Rishi Sunak is under pressure to use today’s financial statement to deliver relief for hard-pressed households amid the biggest “cost of living crisis” for decades.
Against the backdrop of a 1970s-style energy crunch, the chancellor is expected to help households facing soaring energy, petrol and food bills as well as rising taxes.
Sunak is widely expected to cut fuel duty. Some MPs hope that he will cut taxes or reduce the impact of the planned 1.25 percentage point rise in National Insurance contributions, designed to raise £12bn for the NHS and social care.
Yet officials have played down the idea that the chancellor could use today’s statement to provide a fresh support package for household energy bills.
In February, Sunak announced a £9bn package to help people deal with spiraling bills, including a £200 loan to every household and a further £150 rebate for those in council tax bands A to D.
That was designed to help address a jump in the “energy cap” — which governs most domestic fuel bills — from £1,277 to £1,971 from April.

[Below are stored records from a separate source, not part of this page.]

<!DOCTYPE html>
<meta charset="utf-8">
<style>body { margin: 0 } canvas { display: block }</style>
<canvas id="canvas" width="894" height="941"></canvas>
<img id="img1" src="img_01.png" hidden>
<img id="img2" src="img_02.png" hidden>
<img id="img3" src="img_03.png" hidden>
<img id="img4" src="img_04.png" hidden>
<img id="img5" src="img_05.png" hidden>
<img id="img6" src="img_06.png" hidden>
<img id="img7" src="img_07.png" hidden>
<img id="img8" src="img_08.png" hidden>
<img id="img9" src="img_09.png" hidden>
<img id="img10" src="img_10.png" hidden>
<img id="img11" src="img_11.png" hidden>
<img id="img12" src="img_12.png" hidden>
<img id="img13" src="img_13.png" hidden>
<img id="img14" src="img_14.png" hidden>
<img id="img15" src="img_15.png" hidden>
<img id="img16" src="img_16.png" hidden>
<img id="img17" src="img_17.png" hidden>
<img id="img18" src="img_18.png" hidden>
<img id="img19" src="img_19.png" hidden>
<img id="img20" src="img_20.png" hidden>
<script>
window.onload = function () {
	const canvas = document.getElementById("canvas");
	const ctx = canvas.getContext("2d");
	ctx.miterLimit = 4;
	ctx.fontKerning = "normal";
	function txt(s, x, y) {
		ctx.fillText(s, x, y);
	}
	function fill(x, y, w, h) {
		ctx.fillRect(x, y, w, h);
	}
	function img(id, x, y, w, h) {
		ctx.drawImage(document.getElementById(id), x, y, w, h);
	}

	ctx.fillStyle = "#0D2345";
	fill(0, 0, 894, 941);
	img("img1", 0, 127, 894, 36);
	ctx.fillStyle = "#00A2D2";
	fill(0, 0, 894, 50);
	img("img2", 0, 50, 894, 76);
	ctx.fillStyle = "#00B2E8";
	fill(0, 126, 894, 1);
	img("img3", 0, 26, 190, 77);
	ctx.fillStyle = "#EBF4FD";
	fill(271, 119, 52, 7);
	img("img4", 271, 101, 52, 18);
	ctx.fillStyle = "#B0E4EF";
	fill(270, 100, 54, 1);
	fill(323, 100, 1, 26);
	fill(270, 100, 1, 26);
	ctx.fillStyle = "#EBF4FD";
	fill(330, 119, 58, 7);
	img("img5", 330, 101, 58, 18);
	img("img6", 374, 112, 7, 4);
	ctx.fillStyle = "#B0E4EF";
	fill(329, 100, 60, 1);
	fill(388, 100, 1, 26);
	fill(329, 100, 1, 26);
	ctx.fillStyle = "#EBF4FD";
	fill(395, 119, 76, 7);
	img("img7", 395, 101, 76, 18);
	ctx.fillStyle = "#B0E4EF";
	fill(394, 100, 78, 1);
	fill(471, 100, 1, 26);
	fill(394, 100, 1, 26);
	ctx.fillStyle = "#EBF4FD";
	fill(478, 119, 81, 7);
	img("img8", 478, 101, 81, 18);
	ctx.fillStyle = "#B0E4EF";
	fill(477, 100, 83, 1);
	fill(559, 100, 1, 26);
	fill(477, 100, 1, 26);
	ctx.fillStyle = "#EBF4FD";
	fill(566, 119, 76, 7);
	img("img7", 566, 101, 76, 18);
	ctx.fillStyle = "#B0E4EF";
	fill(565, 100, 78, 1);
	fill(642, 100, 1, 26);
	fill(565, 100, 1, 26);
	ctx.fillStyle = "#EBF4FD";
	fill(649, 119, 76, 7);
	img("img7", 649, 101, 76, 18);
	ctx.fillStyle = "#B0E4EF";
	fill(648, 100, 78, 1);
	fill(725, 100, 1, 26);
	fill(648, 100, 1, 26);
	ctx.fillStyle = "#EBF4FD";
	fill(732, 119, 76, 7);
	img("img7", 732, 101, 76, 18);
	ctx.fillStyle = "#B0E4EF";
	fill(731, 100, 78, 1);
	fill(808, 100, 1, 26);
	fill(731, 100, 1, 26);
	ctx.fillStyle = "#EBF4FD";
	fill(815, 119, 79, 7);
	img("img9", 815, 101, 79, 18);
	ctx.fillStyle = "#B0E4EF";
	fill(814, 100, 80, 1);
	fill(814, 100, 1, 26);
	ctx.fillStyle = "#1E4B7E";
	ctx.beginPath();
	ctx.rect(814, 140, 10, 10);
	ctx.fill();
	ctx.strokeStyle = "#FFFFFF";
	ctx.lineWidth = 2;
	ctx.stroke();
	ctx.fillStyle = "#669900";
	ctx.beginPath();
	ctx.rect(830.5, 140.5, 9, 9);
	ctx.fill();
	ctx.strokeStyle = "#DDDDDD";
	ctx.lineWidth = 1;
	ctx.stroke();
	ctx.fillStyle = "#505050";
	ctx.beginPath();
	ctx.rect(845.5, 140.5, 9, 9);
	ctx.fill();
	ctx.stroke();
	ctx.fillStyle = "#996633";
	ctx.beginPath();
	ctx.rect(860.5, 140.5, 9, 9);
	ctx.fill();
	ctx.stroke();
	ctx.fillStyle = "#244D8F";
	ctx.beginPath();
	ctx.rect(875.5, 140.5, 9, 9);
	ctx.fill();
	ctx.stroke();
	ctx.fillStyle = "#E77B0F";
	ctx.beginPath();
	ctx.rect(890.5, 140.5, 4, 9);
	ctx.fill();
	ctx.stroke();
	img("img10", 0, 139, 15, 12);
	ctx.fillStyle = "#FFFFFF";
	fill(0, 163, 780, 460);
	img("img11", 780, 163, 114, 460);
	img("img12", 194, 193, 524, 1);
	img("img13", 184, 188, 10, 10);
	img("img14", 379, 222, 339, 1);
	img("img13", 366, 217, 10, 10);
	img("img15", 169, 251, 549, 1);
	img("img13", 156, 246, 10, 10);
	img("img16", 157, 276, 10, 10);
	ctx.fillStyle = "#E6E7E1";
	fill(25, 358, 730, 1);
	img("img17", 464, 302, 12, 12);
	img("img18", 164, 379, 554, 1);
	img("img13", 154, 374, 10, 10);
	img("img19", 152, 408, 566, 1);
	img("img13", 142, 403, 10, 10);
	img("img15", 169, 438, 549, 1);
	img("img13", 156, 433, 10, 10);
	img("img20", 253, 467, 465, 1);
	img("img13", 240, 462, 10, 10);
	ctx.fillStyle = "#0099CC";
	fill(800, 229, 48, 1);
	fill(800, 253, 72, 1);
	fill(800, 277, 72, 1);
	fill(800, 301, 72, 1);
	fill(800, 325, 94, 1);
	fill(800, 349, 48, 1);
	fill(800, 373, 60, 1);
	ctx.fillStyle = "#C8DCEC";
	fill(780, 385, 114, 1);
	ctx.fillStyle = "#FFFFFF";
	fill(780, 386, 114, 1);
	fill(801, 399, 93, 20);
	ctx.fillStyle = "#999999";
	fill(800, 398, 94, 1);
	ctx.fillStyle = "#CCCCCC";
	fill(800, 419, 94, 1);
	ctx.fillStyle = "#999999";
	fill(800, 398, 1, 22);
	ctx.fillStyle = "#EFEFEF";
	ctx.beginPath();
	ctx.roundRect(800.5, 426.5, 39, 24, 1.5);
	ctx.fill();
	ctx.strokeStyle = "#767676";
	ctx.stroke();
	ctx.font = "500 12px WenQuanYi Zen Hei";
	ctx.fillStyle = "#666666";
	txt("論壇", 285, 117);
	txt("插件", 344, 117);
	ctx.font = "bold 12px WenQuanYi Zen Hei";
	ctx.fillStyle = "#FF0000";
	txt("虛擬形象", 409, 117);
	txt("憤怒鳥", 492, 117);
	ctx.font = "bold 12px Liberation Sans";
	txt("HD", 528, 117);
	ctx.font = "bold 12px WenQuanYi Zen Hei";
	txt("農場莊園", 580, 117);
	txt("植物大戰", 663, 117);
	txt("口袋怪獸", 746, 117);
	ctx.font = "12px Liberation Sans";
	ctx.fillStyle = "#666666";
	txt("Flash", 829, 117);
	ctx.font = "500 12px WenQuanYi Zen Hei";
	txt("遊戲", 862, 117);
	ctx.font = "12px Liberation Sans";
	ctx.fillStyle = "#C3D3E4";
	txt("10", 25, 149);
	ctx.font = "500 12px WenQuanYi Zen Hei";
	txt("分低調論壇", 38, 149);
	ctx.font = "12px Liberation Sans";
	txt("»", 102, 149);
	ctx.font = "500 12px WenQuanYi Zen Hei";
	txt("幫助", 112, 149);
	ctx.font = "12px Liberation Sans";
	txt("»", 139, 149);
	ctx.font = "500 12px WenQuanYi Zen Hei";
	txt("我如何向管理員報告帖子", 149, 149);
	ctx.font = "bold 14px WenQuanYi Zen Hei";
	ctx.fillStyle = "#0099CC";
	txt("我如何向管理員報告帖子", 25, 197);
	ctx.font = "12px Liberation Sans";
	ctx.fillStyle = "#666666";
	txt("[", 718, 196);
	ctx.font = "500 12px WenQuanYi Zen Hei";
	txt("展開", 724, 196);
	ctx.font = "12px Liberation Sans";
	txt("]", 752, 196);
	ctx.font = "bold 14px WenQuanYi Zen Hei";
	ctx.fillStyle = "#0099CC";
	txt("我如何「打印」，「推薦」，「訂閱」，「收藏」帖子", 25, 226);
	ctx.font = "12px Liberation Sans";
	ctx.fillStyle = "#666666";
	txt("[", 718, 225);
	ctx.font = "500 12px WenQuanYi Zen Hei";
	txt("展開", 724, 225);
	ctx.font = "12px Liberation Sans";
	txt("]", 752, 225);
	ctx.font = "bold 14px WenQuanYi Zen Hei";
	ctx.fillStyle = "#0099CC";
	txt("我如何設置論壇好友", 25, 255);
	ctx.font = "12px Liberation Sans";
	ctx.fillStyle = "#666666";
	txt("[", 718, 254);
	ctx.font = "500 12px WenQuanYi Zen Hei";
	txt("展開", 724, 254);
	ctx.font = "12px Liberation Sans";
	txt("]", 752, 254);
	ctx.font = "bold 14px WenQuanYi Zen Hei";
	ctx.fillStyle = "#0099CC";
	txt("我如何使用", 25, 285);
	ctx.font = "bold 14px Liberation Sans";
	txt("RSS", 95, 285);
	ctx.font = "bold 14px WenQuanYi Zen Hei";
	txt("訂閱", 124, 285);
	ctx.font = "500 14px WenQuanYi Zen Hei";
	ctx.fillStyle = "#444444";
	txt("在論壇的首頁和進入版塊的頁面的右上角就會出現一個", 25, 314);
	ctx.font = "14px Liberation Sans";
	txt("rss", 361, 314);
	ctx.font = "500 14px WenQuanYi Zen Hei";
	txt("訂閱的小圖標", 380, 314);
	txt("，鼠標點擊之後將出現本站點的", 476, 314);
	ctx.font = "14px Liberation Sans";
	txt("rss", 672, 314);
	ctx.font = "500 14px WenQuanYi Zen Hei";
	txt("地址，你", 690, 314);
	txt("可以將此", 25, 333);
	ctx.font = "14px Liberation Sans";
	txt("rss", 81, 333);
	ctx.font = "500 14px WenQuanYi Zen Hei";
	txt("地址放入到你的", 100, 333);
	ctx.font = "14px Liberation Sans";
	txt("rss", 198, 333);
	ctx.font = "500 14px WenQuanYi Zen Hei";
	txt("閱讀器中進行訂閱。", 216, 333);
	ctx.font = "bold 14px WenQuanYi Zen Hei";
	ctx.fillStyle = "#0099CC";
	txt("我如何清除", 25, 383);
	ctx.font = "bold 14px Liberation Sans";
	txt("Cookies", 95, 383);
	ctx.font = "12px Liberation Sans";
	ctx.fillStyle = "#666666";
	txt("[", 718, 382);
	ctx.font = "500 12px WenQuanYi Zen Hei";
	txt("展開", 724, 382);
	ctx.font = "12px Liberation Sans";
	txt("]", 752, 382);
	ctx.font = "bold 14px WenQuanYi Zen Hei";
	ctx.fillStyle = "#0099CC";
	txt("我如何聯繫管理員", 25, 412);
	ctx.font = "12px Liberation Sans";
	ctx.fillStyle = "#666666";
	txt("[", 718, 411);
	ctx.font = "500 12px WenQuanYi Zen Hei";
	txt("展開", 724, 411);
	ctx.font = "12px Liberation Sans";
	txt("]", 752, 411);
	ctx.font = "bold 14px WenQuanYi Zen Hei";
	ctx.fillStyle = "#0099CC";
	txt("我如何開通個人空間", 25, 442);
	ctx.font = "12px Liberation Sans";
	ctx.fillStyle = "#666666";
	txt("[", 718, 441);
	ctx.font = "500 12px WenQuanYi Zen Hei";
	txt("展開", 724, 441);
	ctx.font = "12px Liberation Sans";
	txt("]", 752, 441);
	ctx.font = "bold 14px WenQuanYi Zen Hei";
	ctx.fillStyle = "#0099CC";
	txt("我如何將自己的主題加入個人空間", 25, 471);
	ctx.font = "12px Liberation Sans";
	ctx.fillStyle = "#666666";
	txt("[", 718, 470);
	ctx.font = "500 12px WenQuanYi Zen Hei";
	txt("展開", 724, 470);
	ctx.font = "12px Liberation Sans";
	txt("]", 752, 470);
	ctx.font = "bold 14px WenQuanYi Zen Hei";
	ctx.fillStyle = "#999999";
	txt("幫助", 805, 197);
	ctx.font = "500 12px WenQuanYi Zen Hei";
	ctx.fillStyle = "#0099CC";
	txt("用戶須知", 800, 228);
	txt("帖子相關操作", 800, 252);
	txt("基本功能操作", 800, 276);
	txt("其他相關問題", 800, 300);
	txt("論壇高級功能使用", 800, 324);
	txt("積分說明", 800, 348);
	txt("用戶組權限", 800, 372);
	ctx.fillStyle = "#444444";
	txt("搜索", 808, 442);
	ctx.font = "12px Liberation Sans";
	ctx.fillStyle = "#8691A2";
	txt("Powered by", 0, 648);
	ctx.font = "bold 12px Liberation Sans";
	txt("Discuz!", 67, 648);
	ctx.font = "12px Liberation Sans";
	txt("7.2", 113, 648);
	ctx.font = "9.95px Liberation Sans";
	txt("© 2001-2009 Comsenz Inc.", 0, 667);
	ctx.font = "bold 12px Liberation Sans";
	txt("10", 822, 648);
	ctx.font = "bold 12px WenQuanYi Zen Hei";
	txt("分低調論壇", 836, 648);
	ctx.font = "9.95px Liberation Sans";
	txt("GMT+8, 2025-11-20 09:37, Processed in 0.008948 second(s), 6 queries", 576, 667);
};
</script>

Since then, however, Russia’s invasion of Ukraine has caused another jump in wholesale gas prices which could — experts believe — propel annual bills to more than £3,000 by the year-end.
However, officials have briefed in recent weeks that it would be premature to announce specific measures to address the next increase in the energy cap when it will not be announced by energy regulator Ofgem in August — coming into effect in October.